What is needed: Nothing in the records may be altered, so transcribe them exactly.
[Start of Attachment]
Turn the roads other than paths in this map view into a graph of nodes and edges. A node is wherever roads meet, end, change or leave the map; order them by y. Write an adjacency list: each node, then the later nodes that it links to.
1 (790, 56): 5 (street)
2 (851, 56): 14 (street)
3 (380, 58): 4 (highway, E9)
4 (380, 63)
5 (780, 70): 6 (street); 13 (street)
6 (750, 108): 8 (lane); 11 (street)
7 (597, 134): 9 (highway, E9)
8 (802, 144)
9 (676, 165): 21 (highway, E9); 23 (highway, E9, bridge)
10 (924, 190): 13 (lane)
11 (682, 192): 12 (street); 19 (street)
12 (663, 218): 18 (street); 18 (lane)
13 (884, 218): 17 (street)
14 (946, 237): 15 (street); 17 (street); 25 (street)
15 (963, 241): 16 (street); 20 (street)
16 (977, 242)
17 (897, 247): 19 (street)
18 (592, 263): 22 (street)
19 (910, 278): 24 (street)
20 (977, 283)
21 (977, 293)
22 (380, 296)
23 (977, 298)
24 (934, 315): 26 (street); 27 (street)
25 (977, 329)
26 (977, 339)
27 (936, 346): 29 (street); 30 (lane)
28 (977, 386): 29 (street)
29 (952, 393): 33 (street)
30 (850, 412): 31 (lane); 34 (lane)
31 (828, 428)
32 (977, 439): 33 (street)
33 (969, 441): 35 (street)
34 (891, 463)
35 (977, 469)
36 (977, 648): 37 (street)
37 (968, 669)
[End of Attachment]
Output for this exercise:
Turn the roads other than paths in this map view into a graph of nodes and edges. A node is wherever roads meet, end, change or leave the map; order them by y. Write an adjacency list: each node, then the later nodes that it links to.
1 (790, 56): 5 (street)
2 (851, 56): 14 (street)
3 (380, 58): 4 (highway, E9)
4 (380, 63)
5 (780, 70): 6 (street); 13 (street)
6 (750, 108): 8 (lane); 11 (street)
7 (597, 134): 9 (highway, E9)
8 (802, 144)
9 (676, 165): 21 (highway, E9); 23 (highway, E9, bridge)
10 (924, 190): 13 (lane)
11 (682, 192): 12 (street); 19 (street)
12 (663, 218): 18 (street); 18 (lane)
13 (884, 218): 17 (street)
14 (946, 237): 15 (street); 17 (street); 25 (street)
15 (963, 241): 16 (street); 20 (street)
16 (977, 242)
17 (897, 247): 19 (street)
18 (592, 263): 22 (street)
19 (910, 278): 24 (street)
20 (977, 283)
21 (977, 293)
22 (380, 296)
23 (977, 298)
24 (934, 315): 26 (street); 27 (street)
25 (977, 329)
26 (977, 339)
27 (936, 346): 29 (street); 30 (lane)
28 (977, 386): 29 (street)
29 (952, 393): 33 (street)
30 (850, 412): 31 (lane); 34 (lane)
31 (828, 428)
32 (977, 439): 33 (street)
33 (969, 441): 35 (street)
34 (891, 463)
35 (977, 469)
36 (977, 648): 37 (street)
37 (968, 669)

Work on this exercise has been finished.